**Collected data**
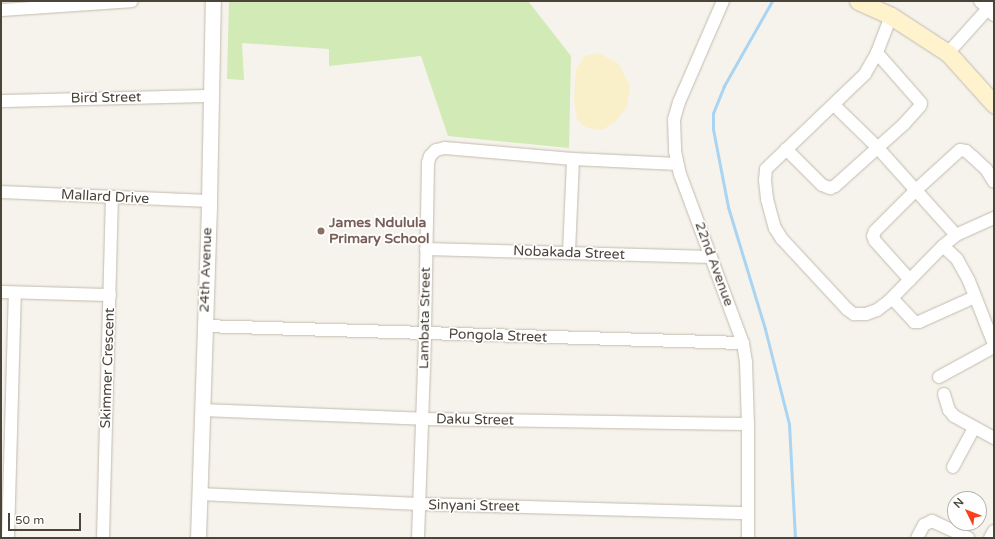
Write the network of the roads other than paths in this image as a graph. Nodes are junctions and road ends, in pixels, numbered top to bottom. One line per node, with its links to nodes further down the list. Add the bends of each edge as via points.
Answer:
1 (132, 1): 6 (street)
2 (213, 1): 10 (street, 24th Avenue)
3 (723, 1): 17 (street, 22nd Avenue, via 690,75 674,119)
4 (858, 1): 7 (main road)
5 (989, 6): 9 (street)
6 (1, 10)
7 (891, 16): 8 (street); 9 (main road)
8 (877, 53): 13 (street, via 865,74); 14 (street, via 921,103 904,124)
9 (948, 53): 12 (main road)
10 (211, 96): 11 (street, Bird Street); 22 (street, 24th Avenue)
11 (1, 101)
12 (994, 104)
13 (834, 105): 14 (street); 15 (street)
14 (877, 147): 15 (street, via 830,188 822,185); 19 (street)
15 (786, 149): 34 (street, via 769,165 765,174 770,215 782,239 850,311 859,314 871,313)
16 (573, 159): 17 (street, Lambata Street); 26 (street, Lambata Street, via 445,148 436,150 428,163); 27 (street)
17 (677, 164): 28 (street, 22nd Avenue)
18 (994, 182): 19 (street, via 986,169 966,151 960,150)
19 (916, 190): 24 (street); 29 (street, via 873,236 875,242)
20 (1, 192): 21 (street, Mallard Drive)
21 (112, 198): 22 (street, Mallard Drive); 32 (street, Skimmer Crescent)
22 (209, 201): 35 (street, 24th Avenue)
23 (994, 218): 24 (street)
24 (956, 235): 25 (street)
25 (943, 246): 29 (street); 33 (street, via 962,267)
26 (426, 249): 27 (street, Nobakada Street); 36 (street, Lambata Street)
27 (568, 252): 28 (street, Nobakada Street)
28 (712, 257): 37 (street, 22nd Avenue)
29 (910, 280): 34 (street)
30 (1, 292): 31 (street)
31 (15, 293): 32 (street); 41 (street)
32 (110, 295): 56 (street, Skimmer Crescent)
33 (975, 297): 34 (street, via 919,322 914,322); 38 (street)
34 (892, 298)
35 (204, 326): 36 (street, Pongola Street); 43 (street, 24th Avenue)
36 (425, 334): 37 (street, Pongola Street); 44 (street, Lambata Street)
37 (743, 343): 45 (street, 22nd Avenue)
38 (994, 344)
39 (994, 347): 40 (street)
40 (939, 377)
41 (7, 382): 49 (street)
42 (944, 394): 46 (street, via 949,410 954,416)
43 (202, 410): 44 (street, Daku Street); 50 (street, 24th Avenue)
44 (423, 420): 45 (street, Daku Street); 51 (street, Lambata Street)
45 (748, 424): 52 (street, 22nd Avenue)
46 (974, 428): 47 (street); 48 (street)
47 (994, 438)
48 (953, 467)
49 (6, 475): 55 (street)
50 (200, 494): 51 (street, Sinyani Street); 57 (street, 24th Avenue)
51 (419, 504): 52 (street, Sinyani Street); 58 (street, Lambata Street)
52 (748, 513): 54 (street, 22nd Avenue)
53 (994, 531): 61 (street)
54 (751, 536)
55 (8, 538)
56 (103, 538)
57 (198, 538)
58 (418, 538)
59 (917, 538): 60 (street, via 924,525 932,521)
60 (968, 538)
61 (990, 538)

**Exercise directions**
Every line of the records that includes the word "Drive" should be gathered.

**Output for this task**
20 (1, 192): 21 (street, Mallard Drive)
21 (112, 198): 22 (street, Mallard Drive); 32 (street, Skimmer Crescent)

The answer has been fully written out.